» **REQUIRED WORK**
Where does the string "Kamal" appear? Copy every line of the entries below that holds it.

» **DATA FOR THIS EXERCISE**
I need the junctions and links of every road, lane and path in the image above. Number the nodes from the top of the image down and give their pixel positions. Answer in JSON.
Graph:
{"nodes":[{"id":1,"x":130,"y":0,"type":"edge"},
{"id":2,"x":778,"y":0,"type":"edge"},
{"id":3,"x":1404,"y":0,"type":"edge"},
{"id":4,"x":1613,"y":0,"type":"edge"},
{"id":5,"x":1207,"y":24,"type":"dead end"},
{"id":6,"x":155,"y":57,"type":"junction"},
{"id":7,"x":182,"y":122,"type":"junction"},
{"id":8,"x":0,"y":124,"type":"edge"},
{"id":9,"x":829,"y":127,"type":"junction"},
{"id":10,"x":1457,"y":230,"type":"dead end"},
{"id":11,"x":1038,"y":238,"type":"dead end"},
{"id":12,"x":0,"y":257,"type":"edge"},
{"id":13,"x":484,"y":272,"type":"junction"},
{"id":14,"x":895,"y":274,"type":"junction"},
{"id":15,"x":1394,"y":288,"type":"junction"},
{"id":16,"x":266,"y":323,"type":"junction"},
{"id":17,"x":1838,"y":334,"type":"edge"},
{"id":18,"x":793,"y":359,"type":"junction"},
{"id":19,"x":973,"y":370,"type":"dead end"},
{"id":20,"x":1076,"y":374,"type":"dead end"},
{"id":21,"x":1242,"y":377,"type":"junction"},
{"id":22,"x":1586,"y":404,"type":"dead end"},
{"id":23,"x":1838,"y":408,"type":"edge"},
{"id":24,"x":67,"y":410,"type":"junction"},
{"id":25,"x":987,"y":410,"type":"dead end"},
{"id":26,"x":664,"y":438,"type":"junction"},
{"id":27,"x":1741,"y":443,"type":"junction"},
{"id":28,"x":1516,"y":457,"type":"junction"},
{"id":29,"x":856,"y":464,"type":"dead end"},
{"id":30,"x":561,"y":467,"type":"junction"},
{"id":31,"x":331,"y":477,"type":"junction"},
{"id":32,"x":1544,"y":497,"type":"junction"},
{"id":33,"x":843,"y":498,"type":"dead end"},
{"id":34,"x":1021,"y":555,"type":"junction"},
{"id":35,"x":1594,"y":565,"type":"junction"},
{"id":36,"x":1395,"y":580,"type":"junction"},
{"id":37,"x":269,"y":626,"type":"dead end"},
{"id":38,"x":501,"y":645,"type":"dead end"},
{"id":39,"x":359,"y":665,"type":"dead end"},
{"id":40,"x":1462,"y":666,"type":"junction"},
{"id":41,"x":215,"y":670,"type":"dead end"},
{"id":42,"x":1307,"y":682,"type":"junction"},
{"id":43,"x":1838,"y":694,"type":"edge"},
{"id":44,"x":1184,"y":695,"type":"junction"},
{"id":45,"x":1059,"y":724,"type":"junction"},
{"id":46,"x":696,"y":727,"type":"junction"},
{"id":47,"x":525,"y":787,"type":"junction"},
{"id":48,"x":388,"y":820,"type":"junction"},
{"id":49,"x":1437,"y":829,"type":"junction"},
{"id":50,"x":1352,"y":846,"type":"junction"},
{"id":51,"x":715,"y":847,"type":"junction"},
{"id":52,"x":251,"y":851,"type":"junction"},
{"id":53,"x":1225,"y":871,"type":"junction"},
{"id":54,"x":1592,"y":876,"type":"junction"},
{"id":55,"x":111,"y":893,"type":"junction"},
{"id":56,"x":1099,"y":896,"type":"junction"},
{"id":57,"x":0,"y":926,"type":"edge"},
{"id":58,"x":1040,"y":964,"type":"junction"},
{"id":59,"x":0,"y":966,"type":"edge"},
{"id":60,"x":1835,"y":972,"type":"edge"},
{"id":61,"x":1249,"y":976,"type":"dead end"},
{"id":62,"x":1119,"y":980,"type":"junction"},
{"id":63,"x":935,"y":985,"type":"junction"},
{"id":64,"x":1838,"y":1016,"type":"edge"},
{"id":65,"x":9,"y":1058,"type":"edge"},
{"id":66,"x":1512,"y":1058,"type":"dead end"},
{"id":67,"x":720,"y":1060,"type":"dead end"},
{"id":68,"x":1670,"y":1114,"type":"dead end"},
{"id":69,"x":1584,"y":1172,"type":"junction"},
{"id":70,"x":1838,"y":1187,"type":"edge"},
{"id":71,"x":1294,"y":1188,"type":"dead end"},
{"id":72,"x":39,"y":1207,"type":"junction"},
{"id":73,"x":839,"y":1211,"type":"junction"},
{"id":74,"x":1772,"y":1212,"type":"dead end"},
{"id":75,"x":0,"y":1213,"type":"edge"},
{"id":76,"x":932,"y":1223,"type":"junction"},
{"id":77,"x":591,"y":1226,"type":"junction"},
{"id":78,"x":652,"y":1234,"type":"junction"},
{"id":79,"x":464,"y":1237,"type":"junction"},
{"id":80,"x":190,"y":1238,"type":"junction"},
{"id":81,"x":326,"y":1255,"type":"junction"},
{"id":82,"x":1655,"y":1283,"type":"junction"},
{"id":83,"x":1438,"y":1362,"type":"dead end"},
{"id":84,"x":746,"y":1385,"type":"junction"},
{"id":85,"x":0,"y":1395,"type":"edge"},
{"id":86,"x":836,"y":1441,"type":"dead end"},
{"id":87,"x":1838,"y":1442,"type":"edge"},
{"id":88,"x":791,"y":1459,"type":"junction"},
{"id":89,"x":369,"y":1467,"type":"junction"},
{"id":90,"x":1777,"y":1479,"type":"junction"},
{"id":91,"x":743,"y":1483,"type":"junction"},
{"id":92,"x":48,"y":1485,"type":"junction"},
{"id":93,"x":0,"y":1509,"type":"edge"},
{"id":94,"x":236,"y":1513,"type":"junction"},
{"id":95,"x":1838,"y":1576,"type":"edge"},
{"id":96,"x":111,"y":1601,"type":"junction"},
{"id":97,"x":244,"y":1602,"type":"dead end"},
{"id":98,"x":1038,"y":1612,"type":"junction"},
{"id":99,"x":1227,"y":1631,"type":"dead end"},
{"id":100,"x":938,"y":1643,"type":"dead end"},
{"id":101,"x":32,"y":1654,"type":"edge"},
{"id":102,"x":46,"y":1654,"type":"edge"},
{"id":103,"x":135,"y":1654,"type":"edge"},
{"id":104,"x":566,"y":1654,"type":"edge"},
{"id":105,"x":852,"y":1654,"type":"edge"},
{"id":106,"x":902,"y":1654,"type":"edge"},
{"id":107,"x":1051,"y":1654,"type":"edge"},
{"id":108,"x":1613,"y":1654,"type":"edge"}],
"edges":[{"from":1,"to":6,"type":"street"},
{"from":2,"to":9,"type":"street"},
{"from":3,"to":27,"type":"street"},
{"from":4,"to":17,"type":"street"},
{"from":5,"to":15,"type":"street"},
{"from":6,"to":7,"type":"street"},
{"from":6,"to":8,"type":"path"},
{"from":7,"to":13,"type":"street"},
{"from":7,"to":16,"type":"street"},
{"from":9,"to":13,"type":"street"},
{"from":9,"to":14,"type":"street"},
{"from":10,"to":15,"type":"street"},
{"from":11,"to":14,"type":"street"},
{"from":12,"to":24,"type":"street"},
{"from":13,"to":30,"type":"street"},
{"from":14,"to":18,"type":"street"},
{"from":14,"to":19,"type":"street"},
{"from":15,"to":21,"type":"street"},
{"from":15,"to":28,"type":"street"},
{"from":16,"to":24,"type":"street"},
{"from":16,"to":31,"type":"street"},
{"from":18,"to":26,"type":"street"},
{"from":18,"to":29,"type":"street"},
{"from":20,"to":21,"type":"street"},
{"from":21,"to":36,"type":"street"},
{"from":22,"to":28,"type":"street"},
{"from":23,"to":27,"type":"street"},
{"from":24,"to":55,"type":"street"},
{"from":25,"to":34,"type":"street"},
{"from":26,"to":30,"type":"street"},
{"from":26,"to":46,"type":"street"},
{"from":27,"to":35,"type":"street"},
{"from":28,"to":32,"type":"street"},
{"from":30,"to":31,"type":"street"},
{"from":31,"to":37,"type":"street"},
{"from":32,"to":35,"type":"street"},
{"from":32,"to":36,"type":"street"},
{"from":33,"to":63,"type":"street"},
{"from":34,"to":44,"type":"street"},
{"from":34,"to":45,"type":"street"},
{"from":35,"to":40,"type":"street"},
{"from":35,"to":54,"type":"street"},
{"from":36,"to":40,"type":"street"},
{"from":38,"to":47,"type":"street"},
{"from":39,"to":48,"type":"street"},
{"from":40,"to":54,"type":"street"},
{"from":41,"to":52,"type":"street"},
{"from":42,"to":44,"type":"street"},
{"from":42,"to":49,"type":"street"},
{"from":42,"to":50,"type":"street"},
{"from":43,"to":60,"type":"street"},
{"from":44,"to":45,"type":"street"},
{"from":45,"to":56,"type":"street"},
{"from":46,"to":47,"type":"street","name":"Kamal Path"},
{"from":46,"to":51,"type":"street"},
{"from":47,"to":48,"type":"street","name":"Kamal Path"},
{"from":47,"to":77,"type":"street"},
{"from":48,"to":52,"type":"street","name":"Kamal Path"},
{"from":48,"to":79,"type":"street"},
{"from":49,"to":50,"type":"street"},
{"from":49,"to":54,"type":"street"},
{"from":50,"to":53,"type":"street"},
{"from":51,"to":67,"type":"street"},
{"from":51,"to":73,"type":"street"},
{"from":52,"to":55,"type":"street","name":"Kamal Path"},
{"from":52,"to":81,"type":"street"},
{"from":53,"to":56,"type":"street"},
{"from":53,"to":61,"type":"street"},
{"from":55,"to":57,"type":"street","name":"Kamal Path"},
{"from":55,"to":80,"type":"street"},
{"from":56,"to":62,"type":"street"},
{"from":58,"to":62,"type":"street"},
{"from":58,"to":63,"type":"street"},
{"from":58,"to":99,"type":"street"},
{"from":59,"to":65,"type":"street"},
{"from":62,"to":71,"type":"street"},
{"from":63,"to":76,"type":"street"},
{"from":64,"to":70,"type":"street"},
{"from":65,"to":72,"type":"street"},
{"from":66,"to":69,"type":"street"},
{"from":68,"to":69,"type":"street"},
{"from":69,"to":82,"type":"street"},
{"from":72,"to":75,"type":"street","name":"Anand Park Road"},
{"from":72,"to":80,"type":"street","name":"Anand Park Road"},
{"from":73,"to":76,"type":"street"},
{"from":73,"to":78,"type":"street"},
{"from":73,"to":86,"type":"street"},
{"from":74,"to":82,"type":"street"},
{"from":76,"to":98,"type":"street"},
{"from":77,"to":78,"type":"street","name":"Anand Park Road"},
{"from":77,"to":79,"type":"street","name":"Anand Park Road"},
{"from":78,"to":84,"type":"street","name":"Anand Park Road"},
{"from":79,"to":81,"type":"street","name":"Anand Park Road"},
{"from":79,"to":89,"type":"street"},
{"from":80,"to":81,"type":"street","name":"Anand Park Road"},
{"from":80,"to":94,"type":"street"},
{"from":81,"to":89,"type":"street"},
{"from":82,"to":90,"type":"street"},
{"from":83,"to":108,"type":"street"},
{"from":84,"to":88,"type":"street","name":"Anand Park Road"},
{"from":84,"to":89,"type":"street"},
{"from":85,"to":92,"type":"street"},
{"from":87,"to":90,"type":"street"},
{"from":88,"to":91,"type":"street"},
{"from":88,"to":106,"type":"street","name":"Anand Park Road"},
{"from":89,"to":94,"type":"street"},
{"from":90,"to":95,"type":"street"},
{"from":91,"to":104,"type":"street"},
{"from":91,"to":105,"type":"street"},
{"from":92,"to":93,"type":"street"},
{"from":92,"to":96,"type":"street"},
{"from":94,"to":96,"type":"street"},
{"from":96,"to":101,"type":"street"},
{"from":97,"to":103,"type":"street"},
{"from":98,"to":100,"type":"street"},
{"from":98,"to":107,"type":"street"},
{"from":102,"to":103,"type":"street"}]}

» **COMPLETED EXERCISE**
{"from":46,"to":47,"type":"street","name":"Kamal Path"},
{"from":47,"to":48,"type":"street","name":"Kamal Path"},
{"from":48,"to":52,"type":"street","name":"Kamal Path"},
{"from":52,"to":55,"type":"street","name":"Kamal Path"},
{"from":55,"to":57,"type":"street","name":"Kamal Path"},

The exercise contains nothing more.